(Collected data entries)
Content starts

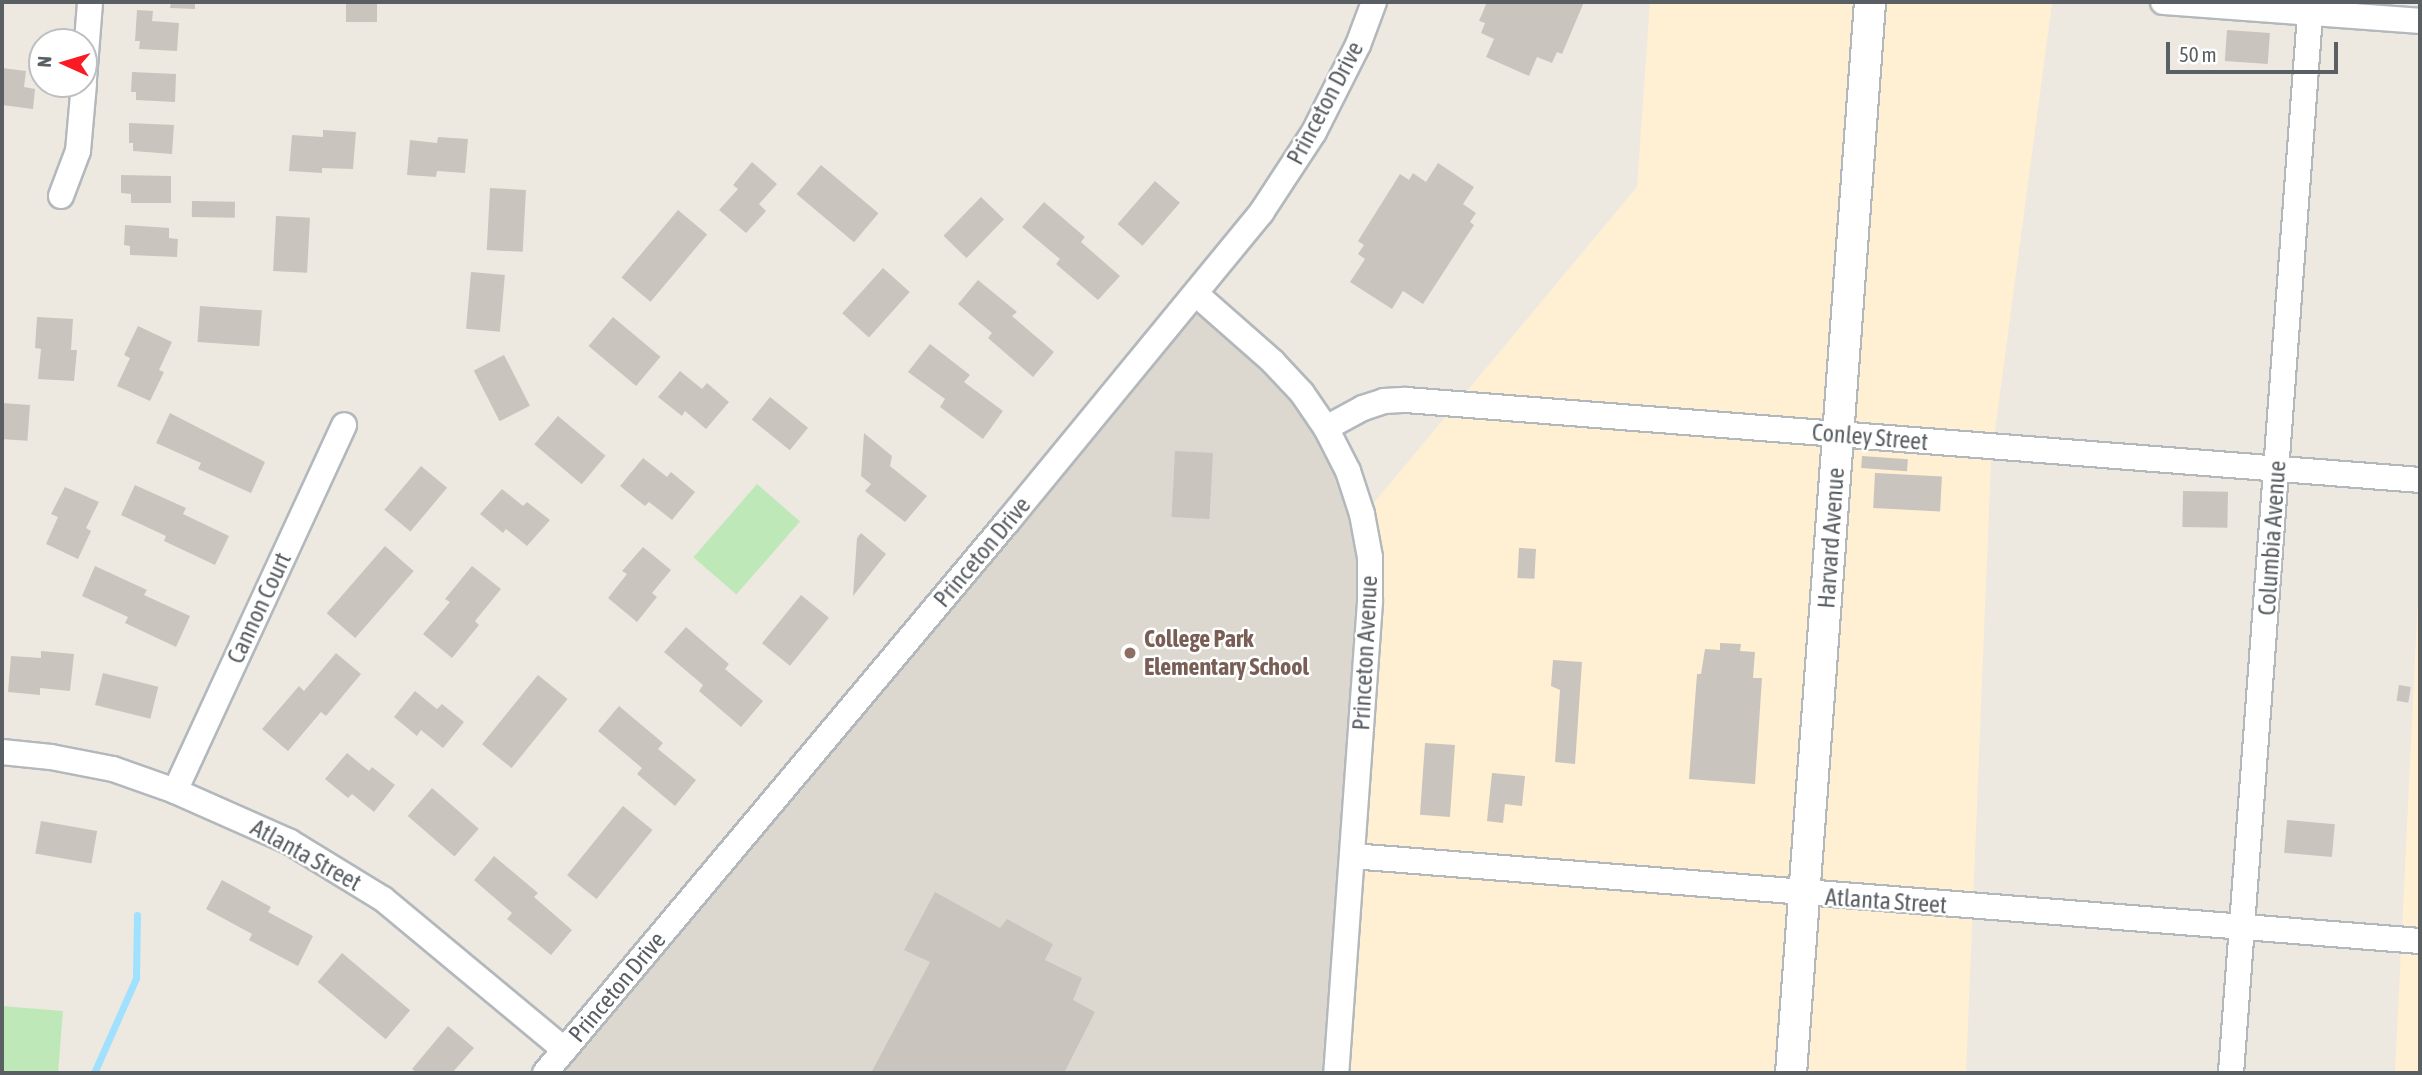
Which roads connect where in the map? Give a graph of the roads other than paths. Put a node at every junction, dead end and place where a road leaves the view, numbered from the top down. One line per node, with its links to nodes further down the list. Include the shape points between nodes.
1 (90, 2): 7 (street)
2 (1374, 2): 10 (street, Princeton Drive, via 1314,132 1261,213)
3 (1870, 2): 13 (street, Harvard Avenue)
4 (2163, 2): 5 (street)
5 (2311, 7): 6 (street); 14 (street, Columbia Avenue)
6 (2420, 21)
7 (88, 28)
8 (83, 98): 9 (street, via 78,151)
9 (61, 196)
10 (1196, 294): 12 (street, Princeton Avenue, via 1273,362); 22 (street, Princeton Drive)
11 (344, 425): 17 (street, Cannon Court)
12 (1326, 428): 13 (street, Conley Street, via 1363,408 1406,400); 18 (street, Princeton Avenue, via 1352,481 1370,557)
13 (1839, 435): 14 (street, Conley Street); 19 (street, Harvard Avenue)
14 (2277, 470): 15 (street, Conley Street); 20 (street, Columbia Avenue)
15 (2420, 480)
16 (2, 752): 17 (street, Atlanta Street, via 113,769)
17 (175, 791): 22 (street, Atlanta Street, via 290,842 372,892)
18 (1352, 856): 19 (street, Atlanta Street); 24 (street, Princeton Avenue)
19 (1804, 894): 20 (street, Atlanta Street); 25 (street, Harvard Avenue)
20 (2241, 927): 21 (street, Atlanta Street); 26 (street, Columbia Avenue)
21 (2420, 941)
22 (565, 1049): 23 (street, Princeton Drive)
23 (545, 1073)
24 (1336, 1073)
25 (1791, 1073)
26 (2231, 1073)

Content ends

Your objective →
Write out the data exactly, and exclude every picture it holds.

Problem solution →
Which roads connect where in the map? Give a graph of the roads other than paths. Put a node at every junction, dead end and place where a road leaves the view, numbered from the top down. One line per node, with its links to nodes further down the list. Include the shape points between nodes.
1 (90, 2): 7 (street)
2 (1374, 2): 10 (street, Princeton Drive, via 1314,132 1261,213)
3 (1870, 2): 13 (street, Harvard Avenue)
4 (2163, 2): 5 (street)
5 (2311, 7): 6 (street); 14 (street, Columbia Avenue)
6 (2420, 21)
7 (88, 28)
8 (83, 98): 9 (street, via 78,151)
9 (61, 196)
10 (1196, 294): 12 (street, Princeton Avenue, via 1273,362); 22 (street, Princeton Drive)
11 (344, 425): 17 (street, Cannon Court)
12 (1326, 428): 13 (street, Conley Street, via 1363,408 1406,400); 18 (street, Princeton Avenue, via 1352,481 1370,557)
13 (1839, 435): 14 (street, Conley Street); 19 (street, Harvard Avenue)
14 (2277, 470): 15 (street, Conley Street); 20 (street, Columbia Avenue)
15 (2420, 480)
16 (2, 752): 17 (street, Atlanta Street, via 113,769)
17 (175, 791): 22 (street, Atlanta Street, via 290,842 372,892)
18 (1352, 856): 19 (street, Atlanta Street); 24 (street, Princeton Avenue)
19 (1804, 894): 20 (street, Atlanta Street); 25 (street, Harvard Avenue)
20 (2241, 927): 21 (street, Atlanta Street); 26 (street, Columbia Avenue)
21 (2420, 941)
22 (565, 1049): 23 (street, Princeton Drive)
23 (545, 1073)
24 (1336, 1073)
25 (1791, 1073)
26 (2231, 1073)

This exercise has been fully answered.